Regarding streaming for paired end reads, there are a couple of use cases where we could take advantage of this;
- Streaming interleaved reads directly into mappers like bwa and minimap2. So instead of
-o
and-O
, stream both ends, interleaved, directly to standard out. - Streaming into bgzip preparation of reads, doing something like
-o >(bgzip --threads 8 > out_R1.fq.gz) -O >(bgzip --threads 8 > out_R2.fq.gz)
. This would help us prepare bgzipped outputs which are indexable for looks like grabix (https://github.com/arq5x/grabix) so we could parallelize subsequent alignment over regions of the fastq file.

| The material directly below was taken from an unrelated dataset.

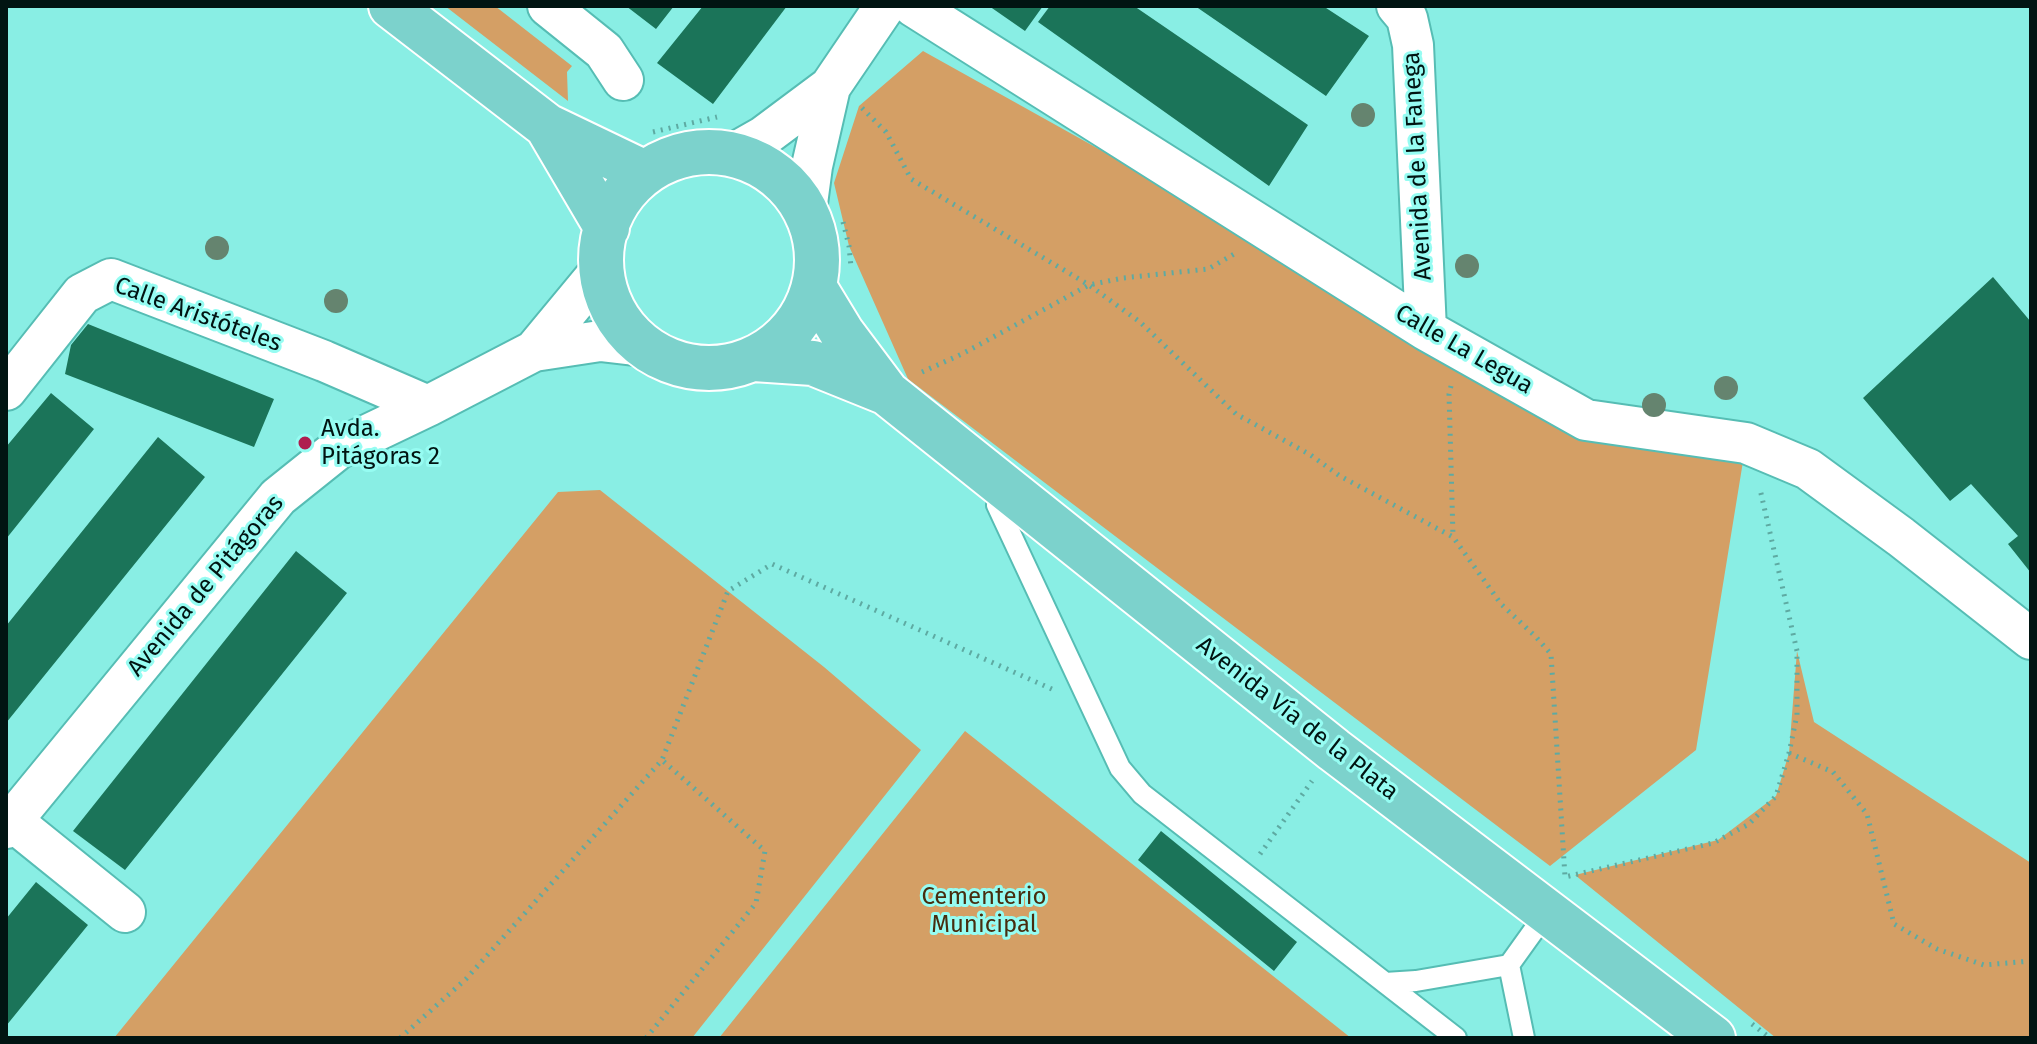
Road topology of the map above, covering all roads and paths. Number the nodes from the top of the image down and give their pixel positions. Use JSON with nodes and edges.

Thanks again for considering all these options and all the work on fastp.
from fastp.
Shifu,
I think both options are useful. polyG is a 2-color-chemistry specific problem and causes variant callers to fail depending on coverage depth (or at least stall for a long time). That in itself is valuable, but based on the preliminary results removing other polyX regions helps with both speed and precision, something I didn't anticipate.
For two color chemistry I'd suggest polyG as a default, with everything else up to the user.
from fastp.
Okay.
Another question: do you want to discard reads containing long polyX in the middle of reads. I mean the polyX is not in 3' or 5' ends.
This function may have side effects on MSI detection.
from fastp.
Hi @chapmanb ,
Streaming both ends, interleaved, directly into STDOUT is a good suggestion. I have just confirmed that minimap2 also supports interleaved FASTQ, as well as bwa does.
I will add this feature to the roadmap.
Thanks
Shifu
from fastp.
But what causes poly A/T/C?
In RNA-seq one has polyA due to polyadenylation of mRNA, and therefore one would want to trim the polyA ends from the reads before aligning the reads. Some RNA-seq datasets, which come from non-stranded library preparation, will have the polyA showing up as polyT in the reads.
from fastp.
Hi all, I am just starting to implement 3' end polyX trimming.
Another important question:
1, in your opinion, how many consecutive bases must be detected as a polyX? How about 10 bp?
2, to be error tolerant, how many mismatches are allowed? How about 1 mismatch per 10bp?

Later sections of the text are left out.